↓

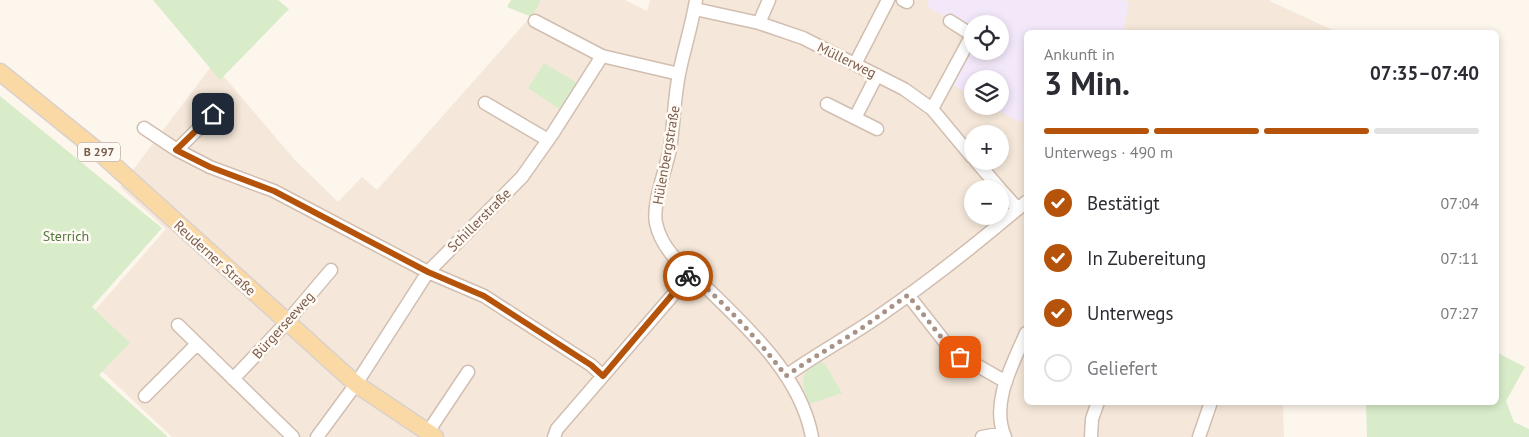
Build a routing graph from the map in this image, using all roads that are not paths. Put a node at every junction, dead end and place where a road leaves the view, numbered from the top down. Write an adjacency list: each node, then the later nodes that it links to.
1 (768, 0): 6 (street)
2 (888, 0): 8 (street)
3 (695, 5): 6 (street, Müllerweg); 10 (street, Hülenbergstraße)
4 (535, 21): 7 (street)
5 (950, 21): 14 (street)
6 (759, 23): 8 (street, Müllerweg)
7 (602, 56): 10 (street); 19 (street, Schillerstraße)
8 (856, 64): 11 (street, Müllerweg)
9 (0, 72): 30 (main road, Reuderner Straße / B 297)
10 (679, 74): 28 (street, Hülenbergstraße)
11 (876, 75): 14 (street, Müllerweg); 16 (street)
12 (484, 103): 19 (street)
13 (826, 104): 16 (street)
14 (932, 109): 20 (street, Müllerweg)
15 (213, 114): 21 (street)
16 (855, 118): 18 (street)
17 (144, 128): 21 (street)
18 (876, 129)
19 (548, 140): 27 (street, Schillerstraße)
20 (964, 147)
21 (176, 150): 27 (street)
22 (984, 170): 23 (street)
23 (992, 180)
24 (1009, 196): 25 (street)
25 (1022, 206): 29 (street)
26 (331, 270): 30 (street, Bürgerseeweg)
27 (428, 272): 35 (street); 39 (street, Schillerstraße)
28 (691, 274): 35 (street); 36 (street, Hülenbergstraße)
29 (908, 295): 36 (street); 38 (street)
30 (287, 322): 37 (street, Bürgerseeweg); 39 (main road, Reuderner Straße / B 297)
31 (178, 326): 33 (street)
32 (1024, 338): 38 (street)
33 (196, 344): 37 (street); 40 (street)
34 (468, 372): 43 (street)
35 (603, 376): 47 (street)
36 (786, 376): 48 (street, Hülenbergstraße)
37 (233, 379): 45 (street)
38 (1006, 382): 44 (street)
39 (356, 384): 43 (main road, Reuderner Straße / B 297); 46 (street, Schillerstraße)
40 (146, 396)
41 (1097, 405): 50 (street)
42 (1210, 405): 51 (street)
43 (431, 435)
44 (1004, 435): 49 (street)
45 (293, 437)
46 (317, 437)
47 (554, 437)
48 (812, 437)
49 (982, 437)
50 (1091, 437)
51 (1199, 437)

↑

Work to complete: Go through the material above and retype every line exactly, without the images.

Answer for the task:
Build a routing graph from the map in this image, using all roads that are not paths. Put a node at every junction, dead end and place where a road leaves the view, numbered from the top down. Write an adjacency list: each node, then the later nodes that it links to.
1 (768, 0): 6 (street)
2 (888, 0): 8 (street)
3 (695, 5): 6 (street, Müllerweg); 10 (street, Hülenbergstraße)
4 (535, 21): 7 (street)
5 (950, 21): 14 (street)
6 (759, 23): 8 (street, Müllerweg)
7 (602, 56): 10 (street); 19 (street, Schillerstraße)
8 (856, 64): 11 (street, Müllerweg)
9 (0, 72): 30 (main road, Reuderner Straße / B 297)
10 (679, 74): 28 (street, Hülenbergstraße)
11 (876, 75): 14 (street, Müllerweg); 16 (street)
12 (484, 103): 19 (street)
13 (826, 104): 16 (street)
14 (932, 109): 20 (street, Müllerweg)
15 (213, 114): 21 (street)
16 (855, 118): 18 (street)
17 (144, 128): 21 (street)
18 (876, 129)
19 (548, 140): 27 (street, Schillerstraße)
20 (964, 147)
21 (176, 150): 27 (street)
22 (984, 170): 23 (street)
23 (992, 180)
24 (1009, 196): 25 (street)
25 (1022, 206): 29 (street)
26 (331, 270): 30 (street, Bürgerseeweg)
27 (428, 272): 35 (street); 39 (street, Schillerstraße)
28 (691, 274): 35 (street); 36 (street, Hülenbergstraße)
29 (908, 295): 36 (street); 38 (street)
30 (287, 322): 37 (street, Bürgerseeweg); 39 (main road, Reuderner Straße / B 297)
31 (178, 326): 33 (street)
32 (1024, 338): 38 (street)
33 (196, 344): 37 (street); 40 (street)
34 (468, 372): 43 (street)
35 (603, 376): 47 (street)
36 (786, 376): 48 (street, Hülenbergstraße)
37 (233, 379): 45 (street)
38 (1006, 382): 44 (street)
39 (356, 384): 43 (main road, Reuderner Straße / B 297); 46 (street, Schillerstraße)
40 (146, 396)
41 (1097, 405): 50 (street)
42 (1210, 405): 51 (street)
43 (431, 435)
44 (1004, 435): 49 (street)
45 (293, 437)
46 (317, 437)
47 (554, 437)
48 (812, 437)
49 (982, 437)
50 (1091, 437)
51 (1199, 437)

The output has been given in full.